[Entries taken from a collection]

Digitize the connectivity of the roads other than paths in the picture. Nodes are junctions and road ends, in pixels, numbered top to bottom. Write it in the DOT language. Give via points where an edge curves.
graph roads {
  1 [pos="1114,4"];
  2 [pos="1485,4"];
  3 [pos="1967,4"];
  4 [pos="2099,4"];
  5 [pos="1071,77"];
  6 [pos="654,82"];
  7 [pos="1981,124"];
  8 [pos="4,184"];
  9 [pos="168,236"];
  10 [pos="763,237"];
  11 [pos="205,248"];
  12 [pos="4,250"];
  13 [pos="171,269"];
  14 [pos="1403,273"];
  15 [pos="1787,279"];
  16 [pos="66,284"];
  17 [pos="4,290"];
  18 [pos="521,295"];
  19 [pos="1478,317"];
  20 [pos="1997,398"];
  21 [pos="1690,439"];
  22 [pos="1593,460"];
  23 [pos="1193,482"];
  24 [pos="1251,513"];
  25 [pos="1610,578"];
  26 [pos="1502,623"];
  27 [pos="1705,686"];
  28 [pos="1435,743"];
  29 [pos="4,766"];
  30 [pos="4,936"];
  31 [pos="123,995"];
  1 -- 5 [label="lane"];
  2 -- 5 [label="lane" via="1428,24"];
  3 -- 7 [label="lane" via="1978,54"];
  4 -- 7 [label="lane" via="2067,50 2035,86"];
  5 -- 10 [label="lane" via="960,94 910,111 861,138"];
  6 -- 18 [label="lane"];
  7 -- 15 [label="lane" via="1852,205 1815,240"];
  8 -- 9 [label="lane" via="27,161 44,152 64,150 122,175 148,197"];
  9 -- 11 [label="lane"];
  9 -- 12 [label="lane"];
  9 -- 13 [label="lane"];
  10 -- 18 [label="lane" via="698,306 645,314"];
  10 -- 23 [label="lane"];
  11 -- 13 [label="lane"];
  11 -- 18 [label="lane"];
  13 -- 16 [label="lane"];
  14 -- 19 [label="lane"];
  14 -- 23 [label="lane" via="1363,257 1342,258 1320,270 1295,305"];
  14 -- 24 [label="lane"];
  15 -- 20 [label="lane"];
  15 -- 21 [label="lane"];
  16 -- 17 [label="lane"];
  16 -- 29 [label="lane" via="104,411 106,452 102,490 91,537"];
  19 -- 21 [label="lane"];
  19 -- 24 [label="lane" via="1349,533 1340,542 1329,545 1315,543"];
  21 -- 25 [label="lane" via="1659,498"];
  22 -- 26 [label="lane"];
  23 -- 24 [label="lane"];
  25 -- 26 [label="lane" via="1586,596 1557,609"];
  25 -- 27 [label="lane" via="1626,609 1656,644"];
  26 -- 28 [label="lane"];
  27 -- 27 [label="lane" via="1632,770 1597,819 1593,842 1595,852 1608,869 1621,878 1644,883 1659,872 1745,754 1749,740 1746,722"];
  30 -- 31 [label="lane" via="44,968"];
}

### Task brief
Please say how many lines in the entries hold the string "roads". Give only the number.

### Your solution
2